Iran, Saudi Arabia’s chief adversary, responsible for having orchestrated an attack in 2019 on the Saudi ARAMCO oil processing fields, has been debilitated by the combined American and Israeli attack on its nuclear facilities last June. The Saudis, in assessing Iran’s current situation of largely neutralized proxies and an economy in shambles, are pleased that “the dirty work” was done for them.

They are, however, reluctant to support regime change in Iran that might allow for a democratic, pro-Western regime to emerge. They would rather see a weakened regime in Tehran than a new regime that might make peace with Israel. A democratic, pro-Western Iran might diminish Saudi Arabia’s luster in today’s Washington.

Naturally, the Saudis have expressed little sympathy for the repressed Iranian people. Riyadh prefers the diminished power of the mullahs, their domestic challenges and their being isolated internationally over the plight of civilians. In fact, the Saudis, along with the Qataris, and Erdoğan’s Turkey have notified Washington that they will not allow the United States to launch attacks on Iran from their territory. It simply shows how unreliable these supposed U.S. “allies” actually are.

Saudi Arabia wants to replace Israel with Syria as the transit country for a fiber-optic cable designed to connect the Saudi kingdom to Greece through the Mediterranean Sea. Riyadh’s insistence that it be connected to Greece through Syria—and not Israel—underscores how regional alignments are shifting as Riyadh looks to bolster Damascus’s standing in the region and potentially isolate Israel.

MBS has publicly accused Israel of committing genocide against the Palestinians in Gaza, despite previously shunning Muslim Brotherhood-affiliated Hamas terrorists. Now it seems that he is seeking to make peace and ally himself with forces, including Qatar and Turkey. Riyadh is also at odds with the United Arab Emirates, Israel’s closest Arab partner. In an interview, former Saudi Shura Council member Ahmed Al-Tuwaijri accused the UAE of being “Israel’s Trojan horse.” He added that Abu Dhabi is implementing Israeli ambitions.

Seemingly, the failure of MBS’s Vision 2030—an ambitious plan to diversify Saudi Arabia’s oil-dependent economy, reshape its society and position the kingdom as a global investment hub—has resulted in MBS’s abandoning the Emirati model of economic transformation, moving from an oil economy to services. It seems that he has replaced Neom (MBS’s futuristic city) with a Turkish-style approach: masking economic trouble with populist appeals to restored Islamic glory, beginning with hostility toward Israel.
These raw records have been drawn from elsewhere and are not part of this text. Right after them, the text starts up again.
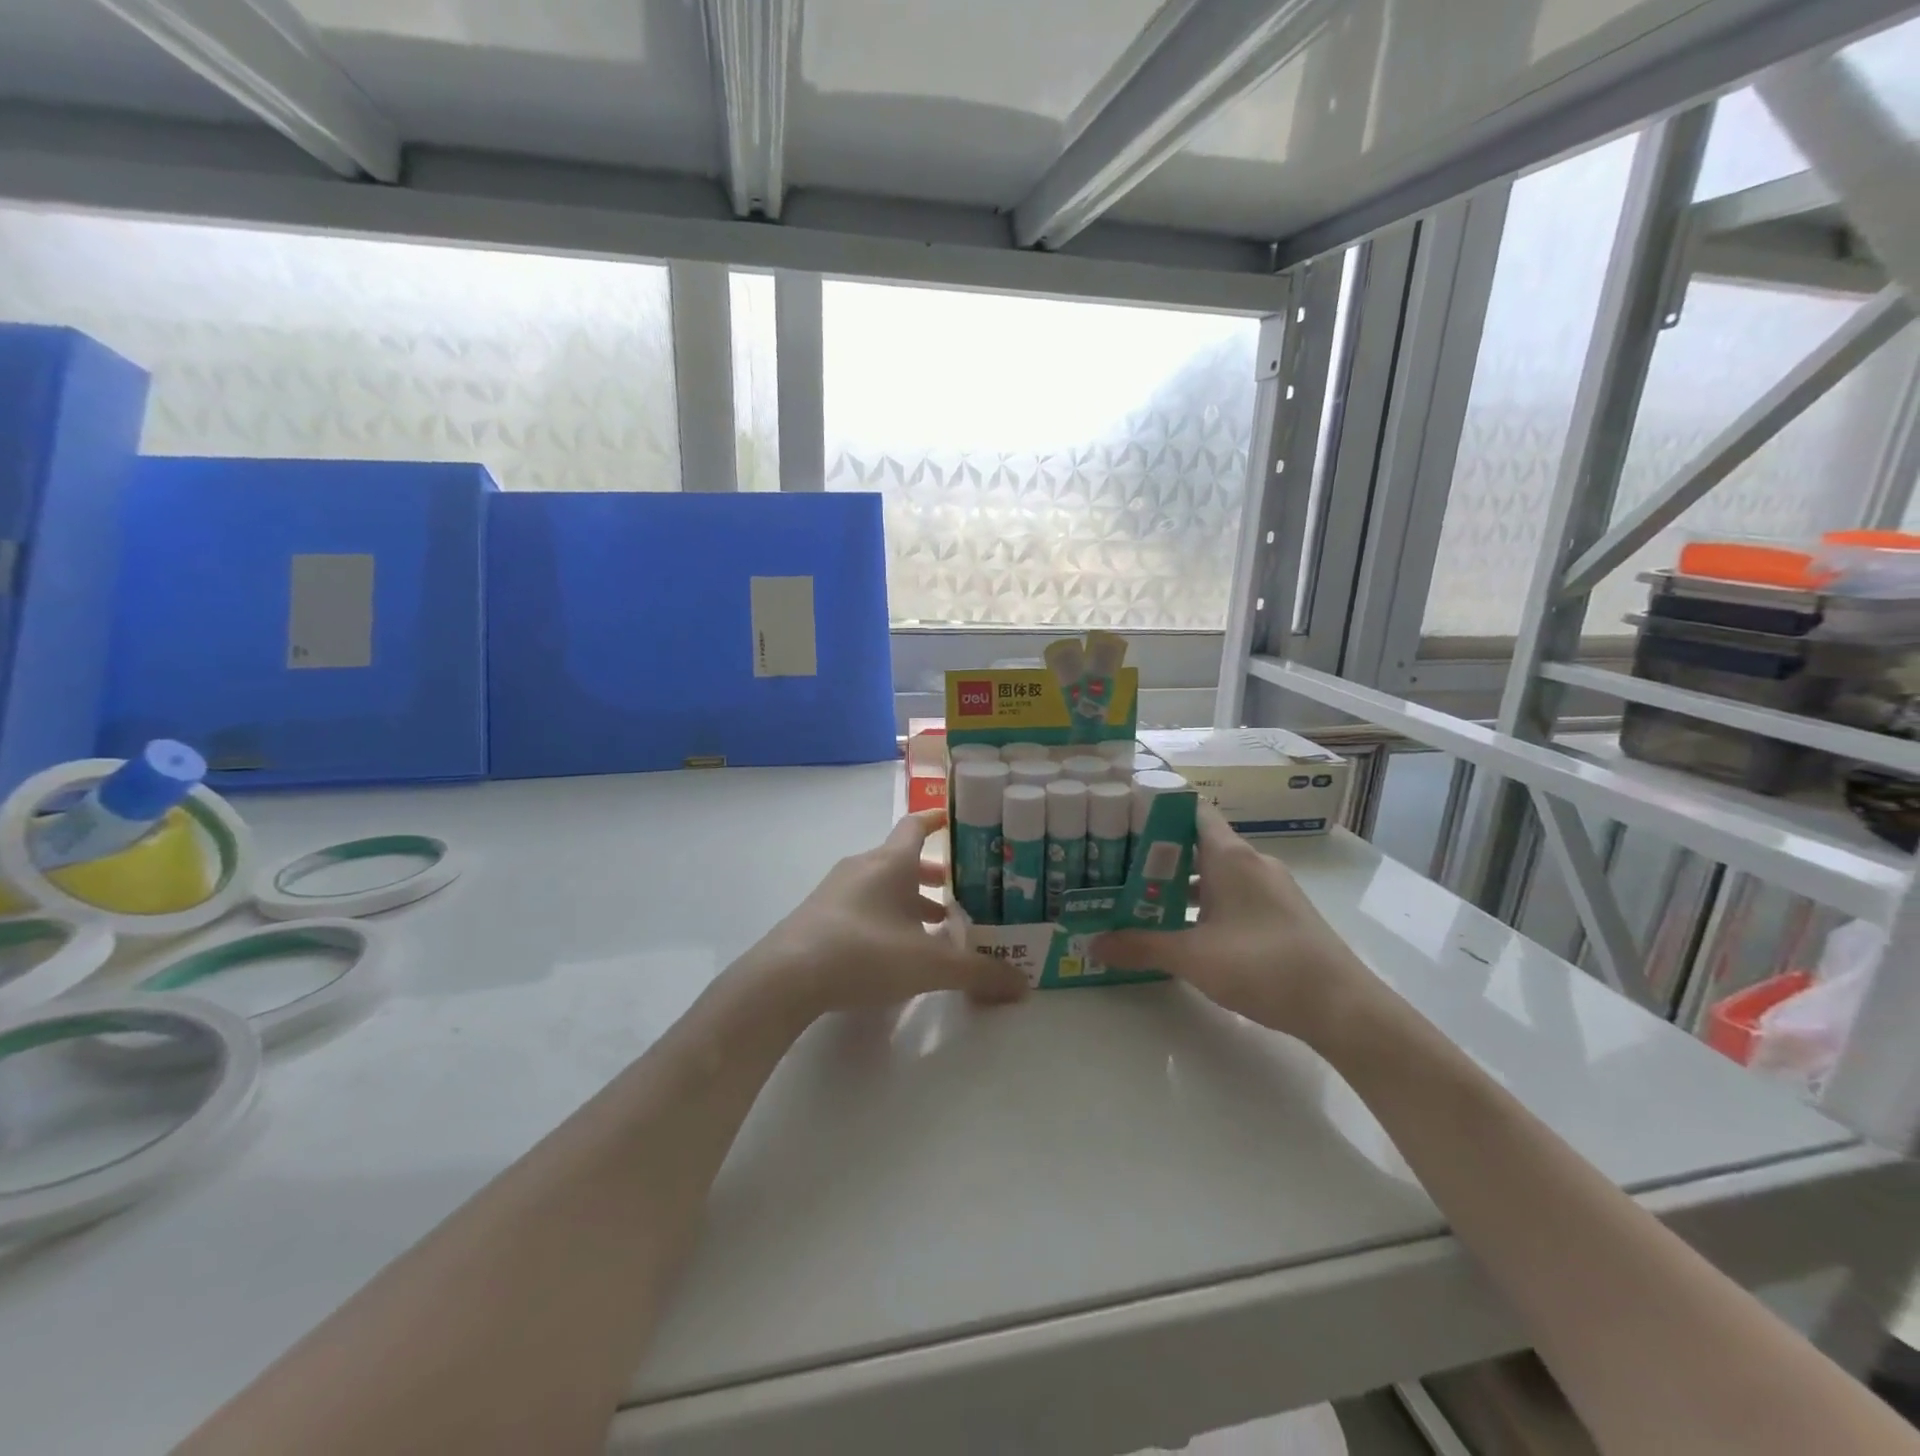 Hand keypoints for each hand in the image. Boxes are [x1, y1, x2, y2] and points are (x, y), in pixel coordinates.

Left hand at [747, 810, 1029, 1016]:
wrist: (786, 977)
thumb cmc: (865, 952)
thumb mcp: (930, 966)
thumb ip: (978, 973)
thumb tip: (1023, 985)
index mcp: (891, 862)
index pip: (917, 824)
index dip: (939, 819)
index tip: (958, 819)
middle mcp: (863, 867)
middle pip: (903, 859)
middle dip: (933, 875)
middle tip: (961, 892)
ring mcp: (837, 891)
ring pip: (883, 885)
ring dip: (909, 899)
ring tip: (936, 926)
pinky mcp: (819, 916)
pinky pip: (863, 904)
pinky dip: (886, 916)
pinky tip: (896, 949)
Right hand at [1091, 802, 1377, 1044]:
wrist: (1342, 1007)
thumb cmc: (1262, 965)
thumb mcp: (1192, 957)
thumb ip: (1141, 946)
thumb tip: (1093, 944)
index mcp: (1230, 856)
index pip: (1190, 810)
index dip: (1157, 808)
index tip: (1122, 817)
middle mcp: (1251, 862)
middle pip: (1198, 842)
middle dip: (1159, 852)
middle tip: (1118, 863)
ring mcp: (1270, 888)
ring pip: (1217, 871)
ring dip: (1182, 882)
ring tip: (1142, 896)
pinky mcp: (1281, 913)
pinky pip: (1234, 893)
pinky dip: (1207, 902)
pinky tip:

Saudi Arabia’s shift to Islamism is inspired by Qatar and Turkey, whose Muslim Brotherhood-aligned policies expanded their regional influence without triggering alarm bells in Washington, thanks in part to the strength of Doha’s and Ankara’s lobbying operations in the U.S. capital.

In the end, it is the old balance-of-power game that nations play that seems to be a major factor in aligning the Saudi regime with former rivals to block the perceived rise of the Jewish state.